Texte intégral
La ministre de la culture a présenté un projet de loi permettant la restitution à des États de biens culturels, relevant de collections publiques, ayant fait l'objet d'une appropriation illicite.
Après les deux lois-cadres précédentes, celle relative à la restitution des biens culturels ayant fait l'objet de spoliations dans le contexte des persécutions antisémites commises entre le 30 janvier 1933 et le 8 mai 1945 (loi n° 2023-650 du 22 juillet 2023) et celle relative à la restitution des restes humains (loi n° 2023-1251 du 26 décembre 2023), ce nouveau projet de loi-cadre constitue la troisième et dernière étape d'élaboration d'un dispositif législatif destiné à faciliter le processus de restitution des œuvres relevant du domaine public. Il se place également dans la continuité des récentes lois permettant la restitution de plusieurs œuvres au Sénégal, au Bénin et à la Côte d'Ivoire (lois n° 2020-1673 du 24 décembre 2020 et n° 2025-644 du 16 juillet 2025).
Le projet de loi crée dans le code du patrimoine une dérogation au principe d'inaliénabilité pour les œuvres qui ont fait l'objet, entre 1815 et 1972, d'une appropriation illicite ; le périmètre géographique retenu pour ce texte est universel : la personne publique aura la faculté de prononcer la sortie du domaine public de ces biens culturels lorsque leur appropriation s'est faite dans des situations de vol, de pillage, de cession ou de libéralité obtenues par contrainte ou violence ou d'une personne qui ne pouvait en disposer. La décision de sortie des collections, réalisée pour opérer la restitution du bien à un Etat qui en a donc été privé, répondra à un objectif de réappropriation par son peuple d'éléments fondamentaux de son patrimoine. Elle ne pourra intervenir que par décret en Conseil d’État après avis, le cas échéant, d'une commission scientifique bilatérale.
Afin d'assurer la coordination avec le cadre juridique en vigueur en matière de lutte contre le trafic illicite de biens culturels, le texte organise, autour d'une date-pivot de césure, le 24 avril 1972, deux régimes successifs de restitution. Le premier, créé par le projet de loi, porte sur la période allant du 10 juin 1815, lendemain de l'Acte final du congrès de Vienne, correspondant au règlement des conquêtes napoléoniennes, au 23 avril 1972. Le second, créé par la loi n° 2016-925 du 7 juillet 2016, verra sa portée renforcée : de nature juridictionnelle, il relève de l'application de la Convention de l'UNESCO de 1970, entrée en vigueur à partir du 24 avril 1972.

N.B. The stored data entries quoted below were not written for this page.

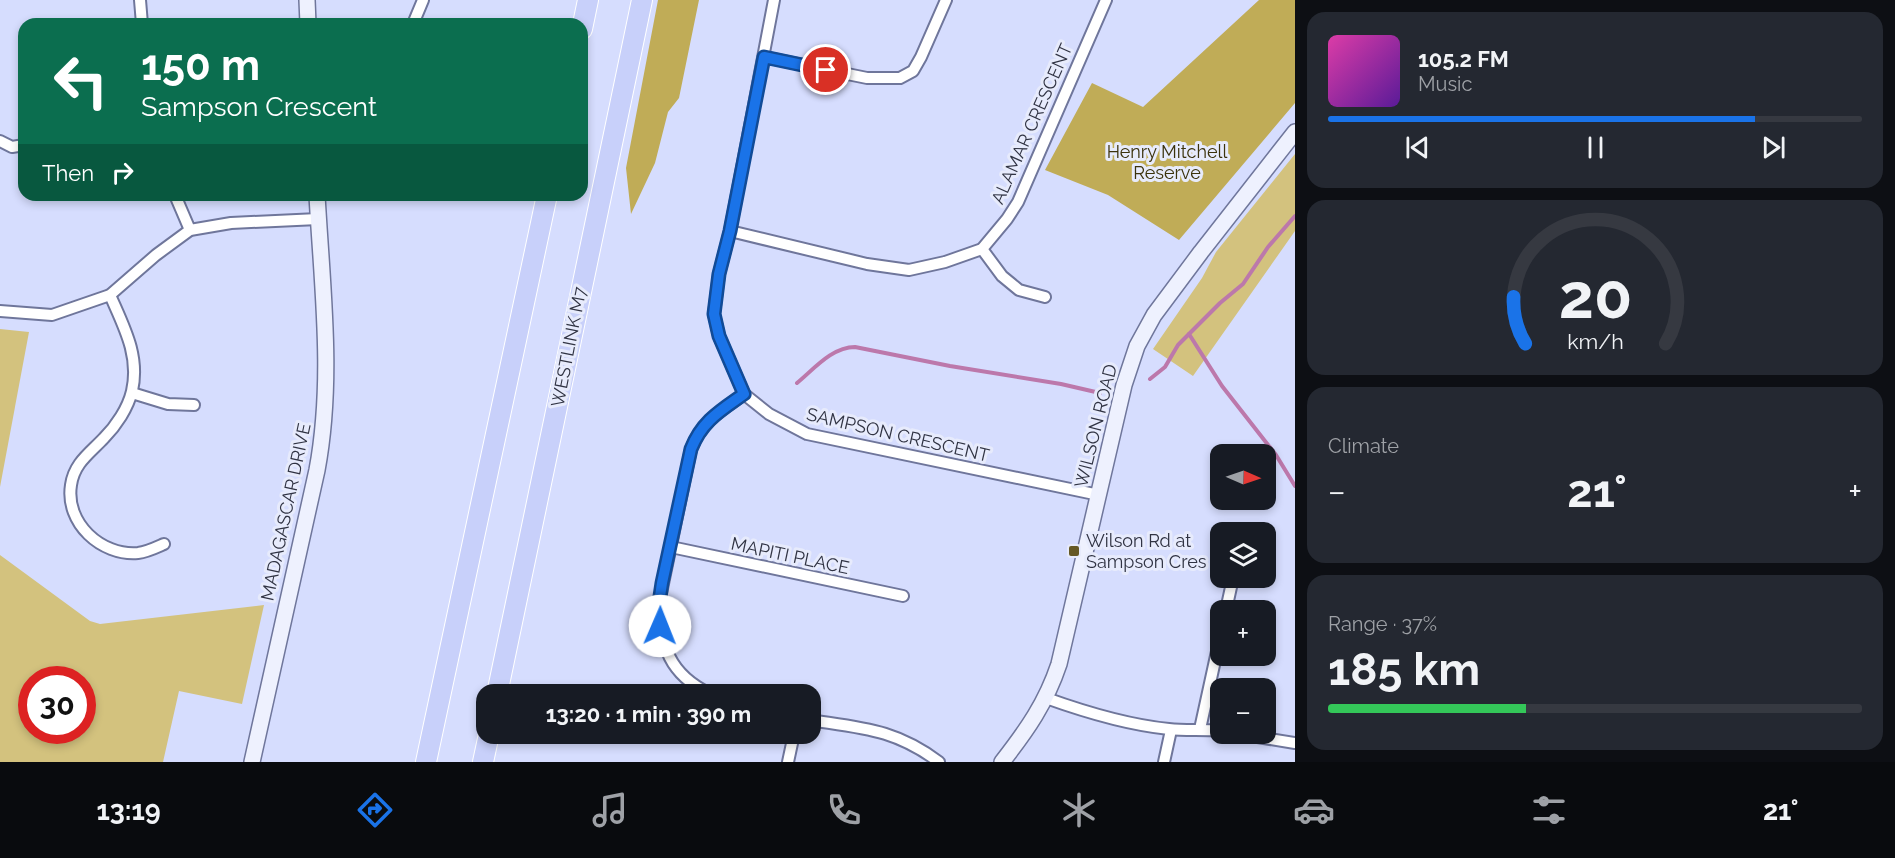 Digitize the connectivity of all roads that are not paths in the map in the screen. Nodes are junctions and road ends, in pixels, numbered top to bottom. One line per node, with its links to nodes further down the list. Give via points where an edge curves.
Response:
1 (140, 0): 9 (street)
2 (307, 0): 10 (street)
3 (423, 0): 11 (street)
4 (588, 0): 12 (highway)
5 (642, 0): 35 (highway, WESTLINK M7)
6 (774, 0): 13 (street, SAMPSON CRESCENT)
7 (946, 0): 13 (street, via 913,71 900,78 867,78)
8 (1106, 0): 23 (street, ALAMAR CRESCENT, via 1018,202)
9 (142, 18)
10 (308, 18)
11 (416, 18)
12 (584, 18)
13 (764, 57): 22 (street, SAMPSON CRESCENT)
14 (1295, 132): 30 (street, WILSON ROAD, via 1144,331 1124,385)
15 (0, 141): 16 (street)
16 (18, 146)
17 (178, 201): 21 (street)
18 (317, 201): 20 (street, MADAGASCAR DRIVE)
19 (546, 201): 47 (highway)
20 (318, 219): 21 (street, via 231,223); 46 (street, MADAGASCAR DRIVE, via 327,365 324,428)
21 (190, 230): 24 (street)
22 (730, 231): 23 (street, ALAMAR CRESCENT, via 867,264 909,270); 28 (street, SAMPSON CRESCENT, via 714,314 719,336)
23 (982, 249): 25 (street, via 1002,276 1019,290)
24 (110, 295): 26 (street, via 52,315); 27 (street, via 132,350)
25 (1045, 297)
26 (0, 311)
27 (132, 393): 29 (street, via 168,404); 31 (street, via 112,429 80,461 71,484 71,505 82,528 109,549 136,553)
28 (744, 394): 30 (street, SAMPSON CRESCENT, via 769,414 807,434); 32 (street, via 708,420 697,434)
29 (194, 405)
30 (1099, 495): 37 (street, WILSON ROAD, via 1062,653)
31 (164, 544)
32 (671, 547): 33 (street, MAPITI PLACE); 36 (street, via 659,603 660,626 672,665)
33 (903, 596)
34 (1214, 666): 39 (street)
35 (499, 684)
36 (692, 684)
37 (1046, 698): 40 (street); 51 (street, WILSON ROAD)
38 (821, 722): 50 (street, via 878,730 898,737)
39 (1200, 729): 40 (street); 41 (street)
40 (1172, 730): 52 (street)
41 (1210, 730)
42 (1276, 740): 43 (street)
43 (1295, 743)
44 (487, 744): 48 (highway)
45 (792, 744): 49 (street)
46 (252, 762)
47 (426, 762)
48 (483, 762)
49 (788, 762)
50 (939, 762)
51 (1002, 762)
52 (1164, 762) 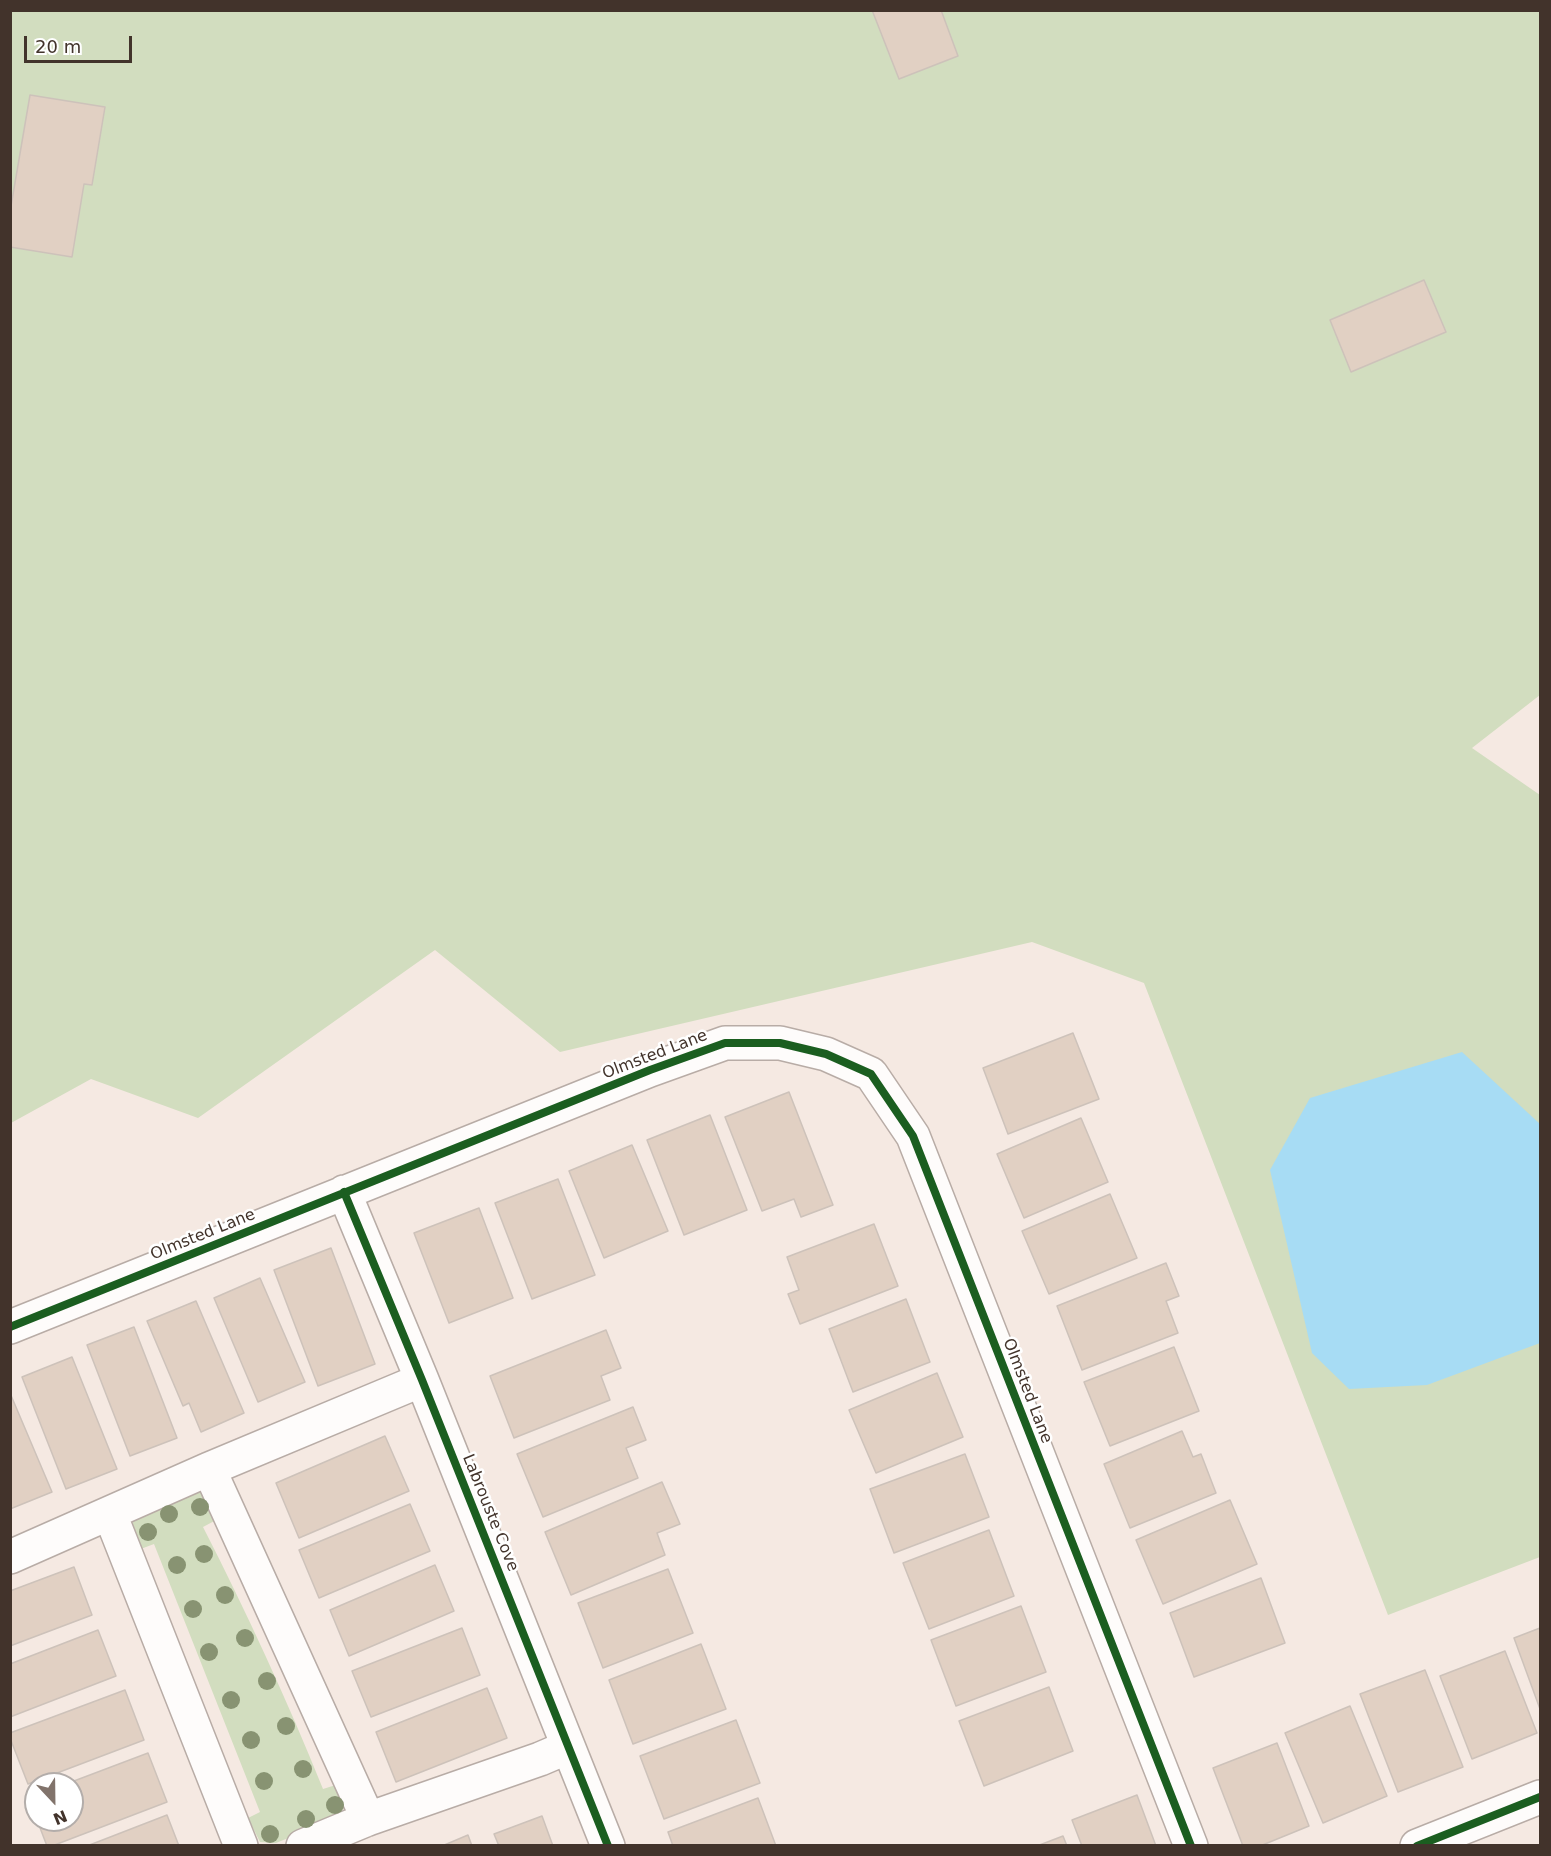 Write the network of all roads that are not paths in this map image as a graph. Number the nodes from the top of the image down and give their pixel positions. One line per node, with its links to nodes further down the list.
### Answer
1 (345, 1192): 2 (street, Olmsted Lane); 3 (street, Labrouste Cove); 13 (street, Olmsted Lane)
2 (10, 1327)
3 (422, 1380): 4 (street); 7 (street, Labrouste Cove)
4 (209, 1469): 5 (street); 9 (street)
5 (110, 1514): 6 (street); 10 (street)
6 (10, 1557)
7 (568, 1747): 9 (street); 12 (street, Labrouste Cove)
8 (1540, 1797): 14 (street)
9 (368, 1819): 11 (street)
10 (241, 1845)
11 (303, 1845)
12 (608, 1845)
13 (1191, 1845)
14 (1417, 1845)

De portée géographique universelle, ce projet de loi répond également à la volonté du Président de la République de renouveler les relations de la France avec ses partenaires africains. Ce texte donne ainsi une traduction législative aux engagements pris par le Président de la République dès son discours de Ouagadougou, prononcé le 28 novembre 2017, et qui visait à engager un mouvement de restitutions de biens culturels auprès des États du continent africain.
Cet engagement politique en faveur des restitutions de biens culturels ayant fait l'objet d'appropriations illicites a été réaffirmé depuis à plusieurs reprises. Il trouve son aboutissement dans ce projet de loi de qui s'inscrit dans une démarche résolue de réparation, matérielle et symbolique, du lien qui unit les États concernés à leur patrimoine et à leur mémoire. Ce projet de loi contribue à la reconnaissance et à l'apaisement des mémoires voulus par le chef de l’État depuis 2017.